The HFPA also offed . . . Robert De Niro, exposing the first major weakness of Scorsese’s mob epic, which has already won top honors from the National Board of Review and New York Film Critics Circle. De Niro’s role as fixer Frank Sheeran is less showy than his nominated co-stars, Joe Pesci and Al Pacino, but most pundits assumed the movie’s momentum would earn him a courtesy slot. It didn’t, and now Noah Baumbach’s not-at-all-epic “Marriage Story” leads the pack with six nominations, including acting nods for Adam Driver and Scarlett Johansson. The Best Motion Picture — Drama category also includes “1917,” “Joker” and “The Two Popes.”
Speaking of size, there was zilch for “Avengers: Endgame,” which, since being released in April, has become the highest-grossing film of all time. Last year’s nominations for “Black Panther” at the Globes and Oscars gave Marvel fans hope that the studio’s best films would continue to have a formidable awards season life.

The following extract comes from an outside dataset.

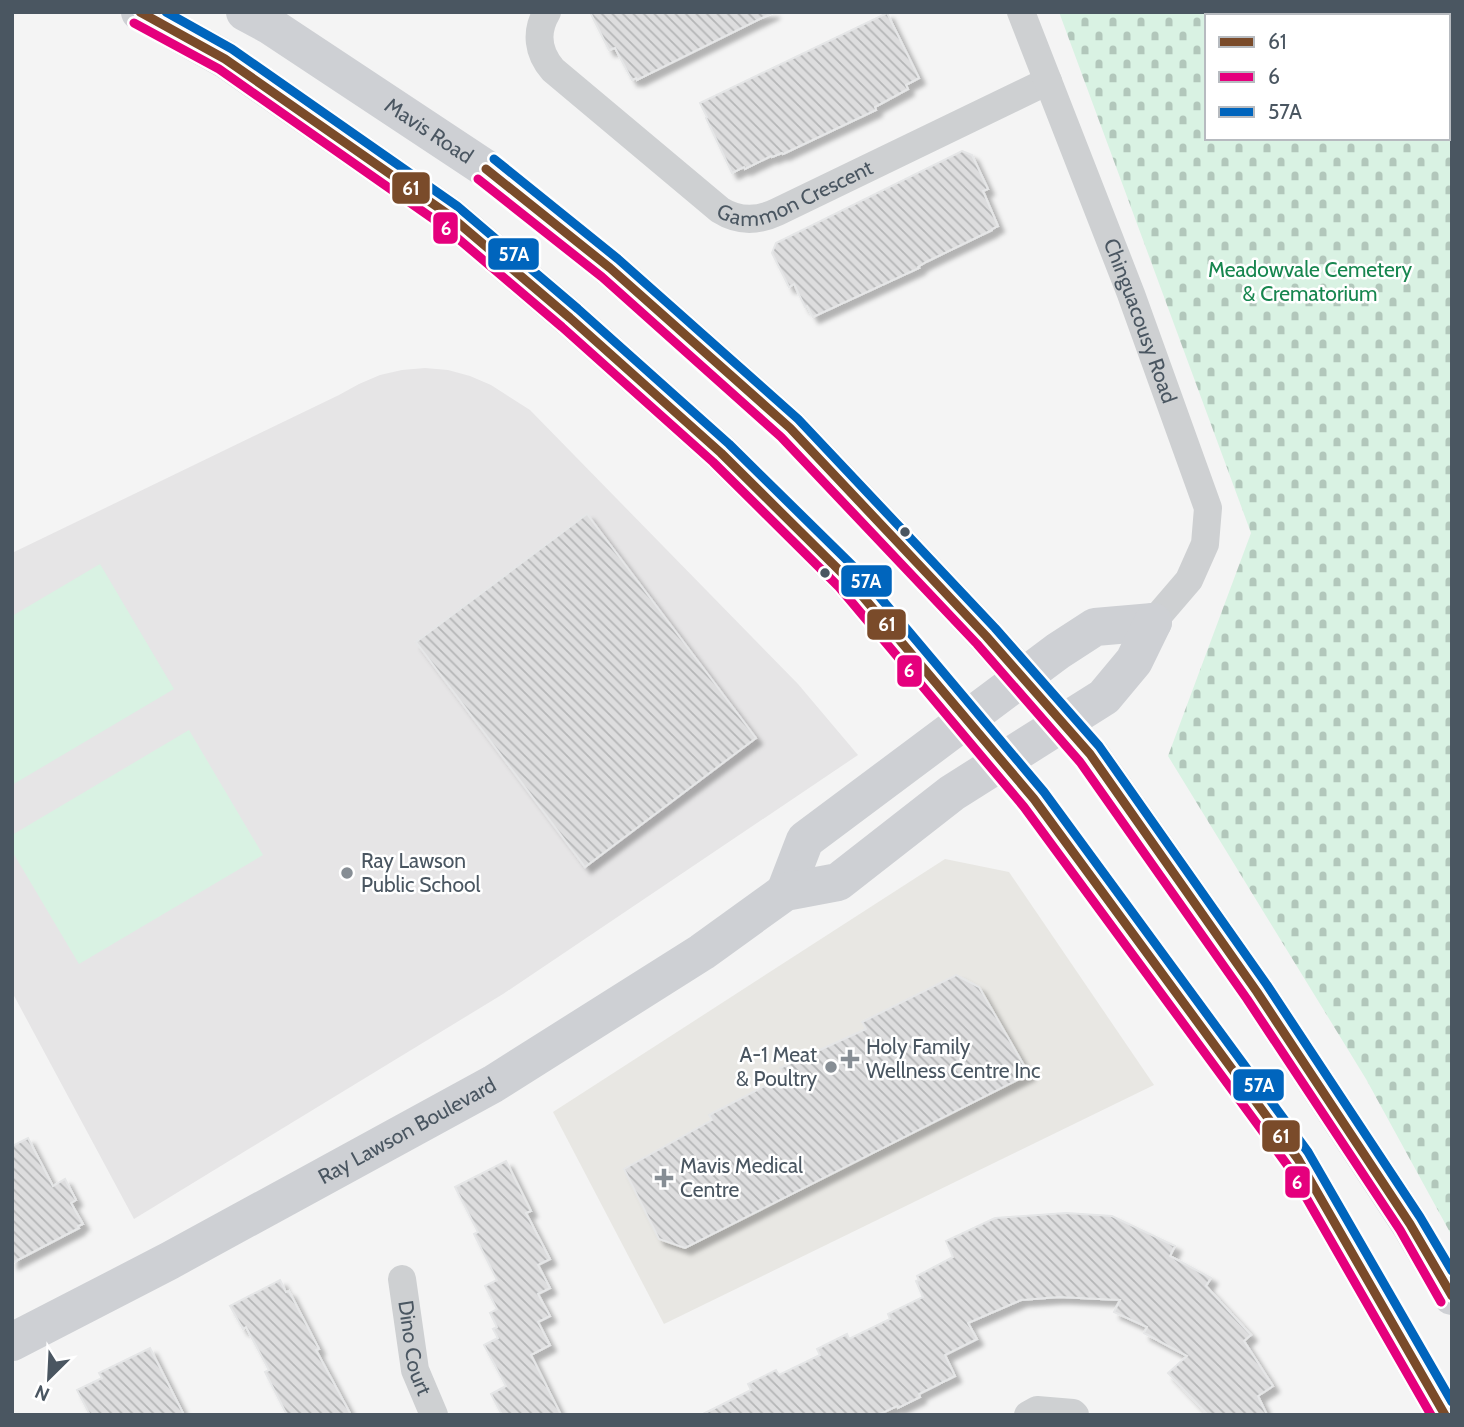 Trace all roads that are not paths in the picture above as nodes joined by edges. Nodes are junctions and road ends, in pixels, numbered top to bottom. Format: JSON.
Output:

Instead, this year the Globes went wild for Todd Phillips’ “Joker,” which aimed higher and artfully did away with the usual comic book conventions.
What other corpses will the cops be outlining in chalk on Hollywood Boulevard today? Director Clint Eastwood, whose “Richard Jewell” snagged just one acting nomination for Kathy Bates, was left off the field of heavyweights, such as Scorsese, Quentin Tarantino, Sam Mendes, Bong Joon Ho and (less heavy) Todd Phillips. The very good “Little Women” also secured just a single nomination for its star Saoirse Ronan, but nothing for writer/director Greta Gerwig. I also hope that, come Oscars time, we see more recognition for Shia LaBeouf’s autobiographical “Honey Boy.”
But for once, the snubs don’t indicate a lack of judgment on the part of the sometimes-cuckoo Golden Globes, but rather a top-notch year at the movies. The rise of Netflix (“The Irishman,” “Marriage Story,” “Dolemite Is My Name”) as a cinematic force, the inclusion of artful box-office hits (“Once Upon A Time In . . . Hollywood,” “Joker”) and must-see foreign films (“Parasite,” “Pain and Glory”) have us going out of the mostly meh 2010s with a bang.
Hold your head high, Golden Globes, for this time you are not an embarrassment, but an embarrassment of riches.